Matlab vs Python (was RE: Discussion: Introducing new operators for matrix computation)

Alex Martelli alex at magenta.com
Mon Jul 17 17:17:32 EDT 2000


"Kevin Jacobs" <jacobs at darwin.epbi.cwru.edu> wrote in message
news:8kvocr$5mq$1 at eeyore.INS.CWRU.Edu...
    [snip]
> Silly idea 1:
>
>   Until add-on Python grammar modules are available, what about a
PyAlgebra
>   evaluator module.  For a precedent, see regular expressions.  The
>   difference is that linear-algebra syntax can be made too Python-like for
>   some tastes.
>
>   e.g.:
>
>   import PyAlgebra
>
>   PyAlgebra.run(r'A = (A .* B)\C')
>   e = PyAlgebra(r"D = A'*B")
>   e.run() # or e()
    [snip]
> Feel free to chime in!

Seems to me we could do better (in terms of concision) along
the general idea of KJSI1.  As PyAlgebra is basically just
parsing arbitrary syntax into (presumably) some suitable
Python function-like object, what it returns from parsing a
string could well have free variables just as well as bound
ones.

Free variables (to be bound at evaluation-time either by
name or positionally) might be the syntactic default, with
some special marker for parsing-time-bound variables.  Or
maybe the difference need not be know at parse-time.  And
I think this should be an expression-evaluator, only -- no
assignment -- dunno, it seems smoother to me... sort of:

    from PyAlgebra import parse

    expr = parse(r'(Left .* Right)\Divisor')
    Result = expr(Left=X, Right=Y, Divisor=Z)

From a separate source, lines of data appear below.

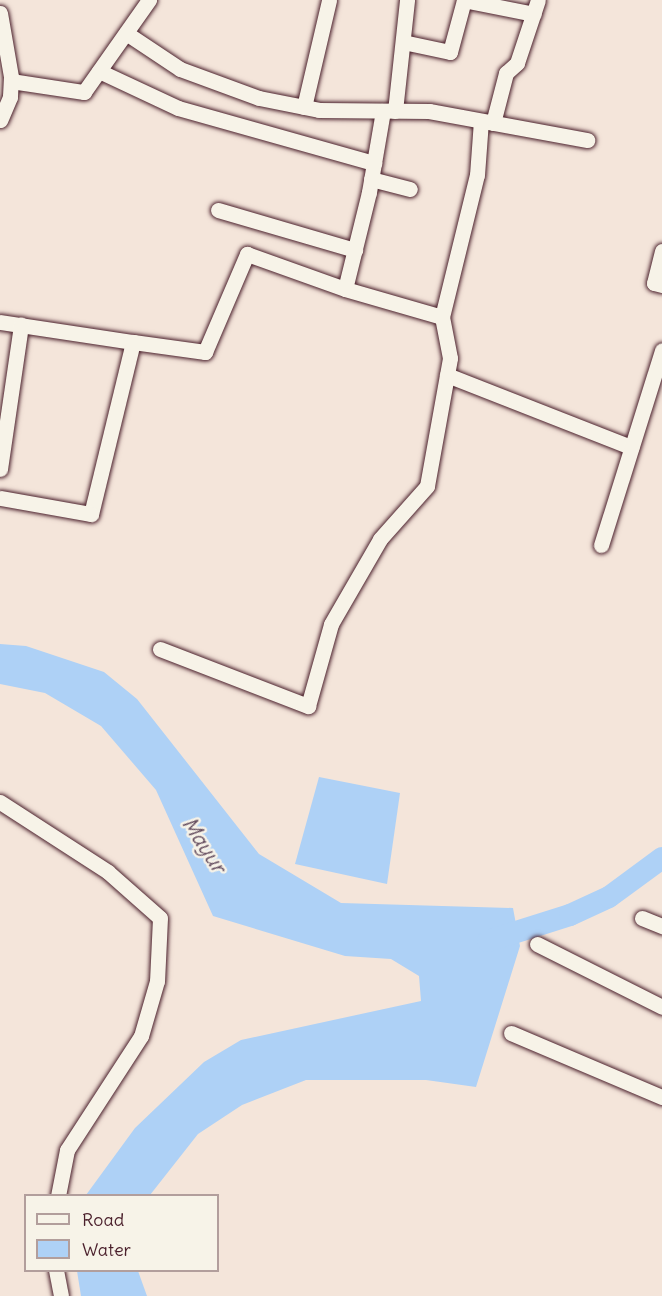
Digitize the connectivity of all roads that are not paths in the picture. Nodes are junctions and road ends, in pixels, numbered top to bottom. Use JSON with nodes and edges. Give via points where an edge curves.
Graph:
{"nodes":[{"id":1,"x":150,"y":0,"type":"edge"},
{"id":2,"x":329,"y":0,"type":"edge"},
{"id":3,"x":407,"y":0,"type":"edge"},
{"id":4,"x":464,"y":0,"type":"edge"},
{"id":5,"x":536,"y":7,"type":"edge"},
{"id":6,"x":0,"y":13,"type":"edge"},
{"id":7,"x":126,"y":33,"type":"junction"},
{"id":8,"x":403,"y":42,"type":"junction"},
{"id":9,"x":99,"y":71,"type":"junction"},
{"id":10,"x":7,"y":78,"type":"edge"},
{"id":11,"x":304,"y":107,"type":"junction"},
{"id":12,"x":389,"y":111,"type":"junction"},
{"id":13,"x":0,"y":120,"type":"edge"},
{"id":14,"x":487,"y":122,"type":"junction"},
{"id":15,"x":587,"y":141,"type":"dead end"},
{"id":16,"x":374,"y":163,"type":"junction"},
{"id":17,"x":371,"y":179,"type":"junction"},
{"id":18,"x":410,"y":189,"type":"dead end"},
{"id":19,"x":218,"y":210,"type":"dead end"},
{"id":20,"x":355,"y":250,"type":"junction"},
{"id":21,"x":662,"y":251,"type":"edge"},
{"id":22,"x":662,"y":285,"type":"edge"},
{"id":23,"x":345,"y":290,"type":"junction"},
{"id":24,"x":442,"y":316,"type":"junction"},
{"id":25,"x":0,"y":322,"type":"edge"},
{"id":26,"x":21,"y":325,"type":"junction"},
{"id":27,"x":133,"y":342,"type":"junction"},
{"id":28,"x":662,"y":350,"type":"edge"},
{"id":29,"x":447,"y":375,"type":"junction"},
{"id":30,"x":631,"y":447,"type":"junction"},
{"id":31,"x":0,"y":468,"type":"edge"},
{"id":32,"x":0,"y":498,"type":"edge"},
{"id":33,"x":601,"y":544,"type":"dead end"},
{"id":34,"x":160,"y":649,"type":"dead end"},
{"id":35,"x":0,"y":802,"type":"edge"},
{"id":36,"x":642,"y":918,"type":"dead end"},
{"id":37,"x":662,"y":926,"type":"edge"},
{"id":38,"x":537,"y":944,"type":"dead end"},
{"id":39,"x":662,"y":1007,"type":"edge"},
{"id":40,"x":511,"y":1033,"type":"dead end"},
{"id":41,"x":662,"y":1097,"type":"edge"},
{"id":42,"x":58,"y":1194,"type":"edge"},
{"id":43,"x":56,"y":1272,"type":"edge"},
{"id":44,"x":61,"y":1296,"type":"edge"}],
"edges":[{"from":1,"to":7,"type":"street"},
{"from":2,"to":11,"type":"street"},
{"from":3,"to":8,"type":"street"},
{"from":4,"to":5,"type":"street"},
{"from":4,"to":8,"type":"street","via":[[450,52]]},
{"from":5,"to":14,"type":"street","via":[[517,63],[506,73]]},
{"from":6,"to":10,"type":"street"},
{"from":7,"to":9,"type":"street"},
{"from":7,"to":11,"type":"street","via":[[180,69],[259,98]]},
{"from":8,"to":12,"type":"street"},
{"from":9,"to":10,"type":"street","via":[[84,92]]},
{"from":9,"to":16,"type":"street","via":[[178,108]]},
{"from":10,"to":13,"type":"street"},
{"from":11,"to":12,"type":"street"},
{"from":12,"to":14,"type":"street","via":[[429,111]]},
{"from":12,"to":16,"type":"street"},
{"from":14,"to":15,"type":"street"},
{"from":14,"to":24,"type":"street"},
{"from":16,"to":17,"type":"street"},
{"from":17,"to":18,"type":"street"},
{"from":17,"to":20,"type":"street"},
{"from":19,"to":20,"type":"street"},
{"from":20,"to":23,"type":"street"},
{"from":21,"to":22,"type":"street","via":[[654,283]]},
{"from":23,"to":24,"type":"street"},
{"from":23,"to":27,"type":"street","via":[[247,254],[206,352]]},
{"from":24,"to":29,"type":"street","via":[[450,358]]},
{"from":25,"to":26,"type":"street"},
{"from":26,"to":27,"type":"street"},
{"from":26,"to":31,"type":"street"},
{"from":27,"to":32,"type":"street","via":[[91,514]]},
{"from":28,"to":30,"type":"street"},
{"from":29,"to":30,"type":"street"},
{"from":29,"to":34,"type":"street","via":[[427,486],[380,539],[331,624],[308,706]]},
{"from":30,"to":33,"type":"street"},
{"from":35,"to":42,"type":"street","via":[[108,872],[160,918],[157,981],[141,1036],[67,1150]]},
{"from":36,"to":37,"type":"street"},
{"from":38,"to":39,"type":"street"},
{"from":40,"to":41,"type":"street"},
{"from":43,"to":44,"type":"street"}]}
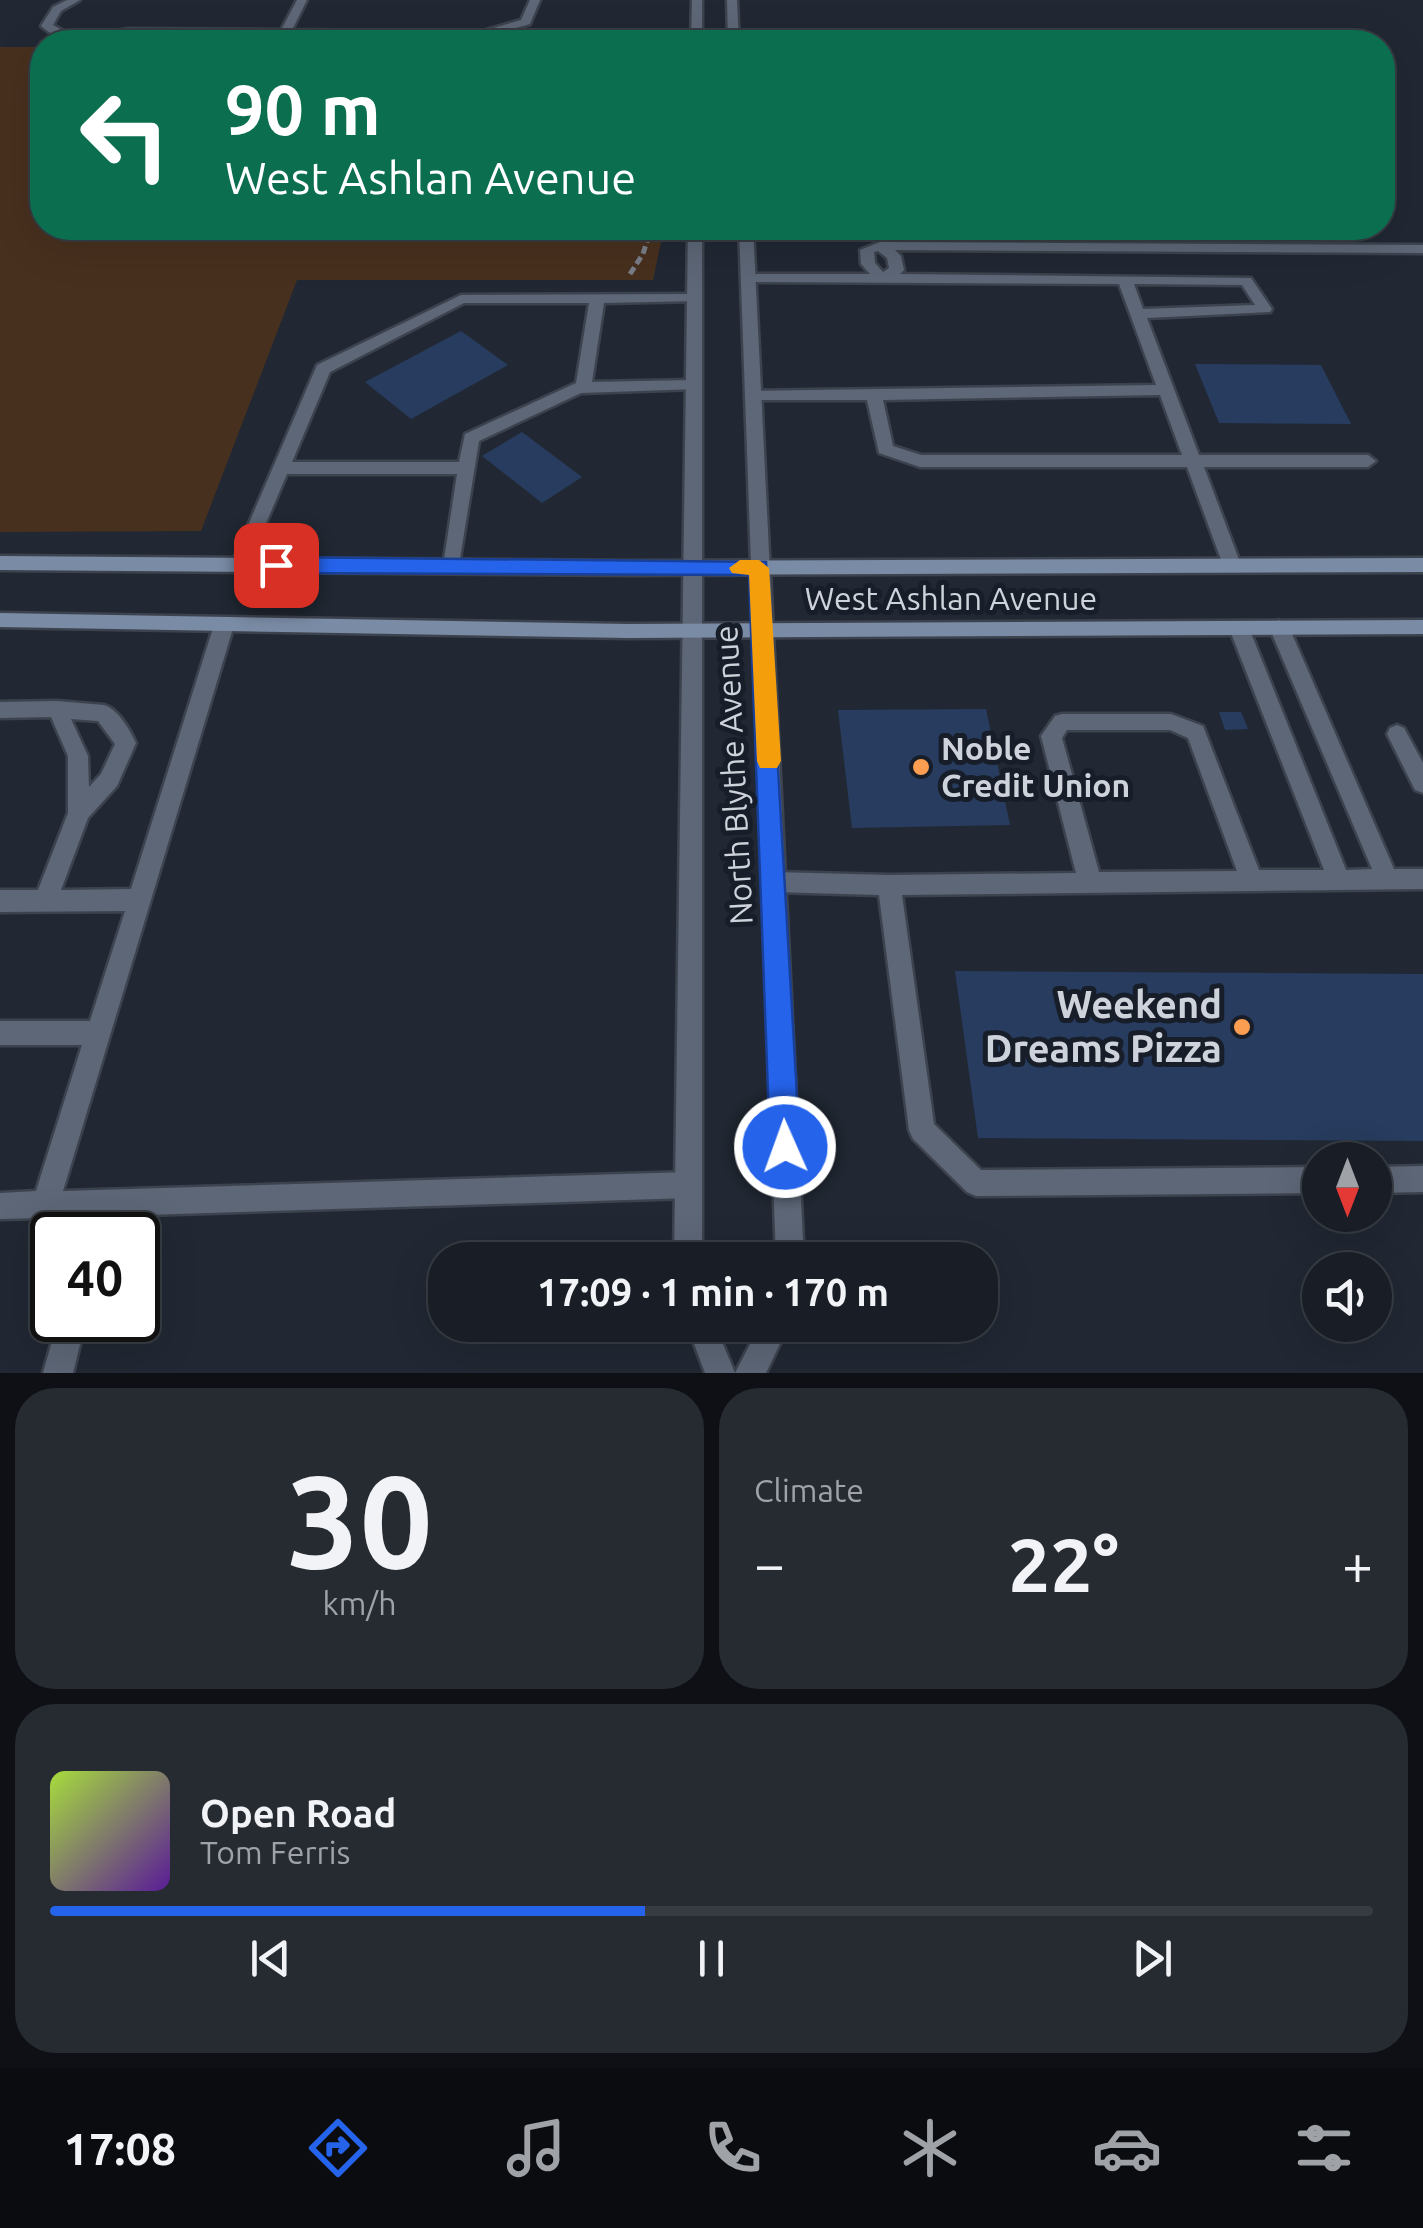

being equivalent to something like:

    Result = X.dotProduct(Y).rightDiv(Z)


Is there anything that stands in the way of implementing this
sort of thing right now?  Is it much of an improvement?  Would
smoother integrated syntax sugar such as

    Result = (X .* Y) \ Z

be perceived as hugely better than

    Result = whatever(r'(X .* Y) \ Z')

???


I dunno -- I perceive no loss by having RE isolated in such
a way, rather than merged into the language's syntax as in
Perl; indeed, I personally perceive it as an advantage, for
all that RE's are something I use SO frequently.  But then,
I'm not the target-audience for this sort of thing, I guess.
So I can hardly judge how that target-audience would react.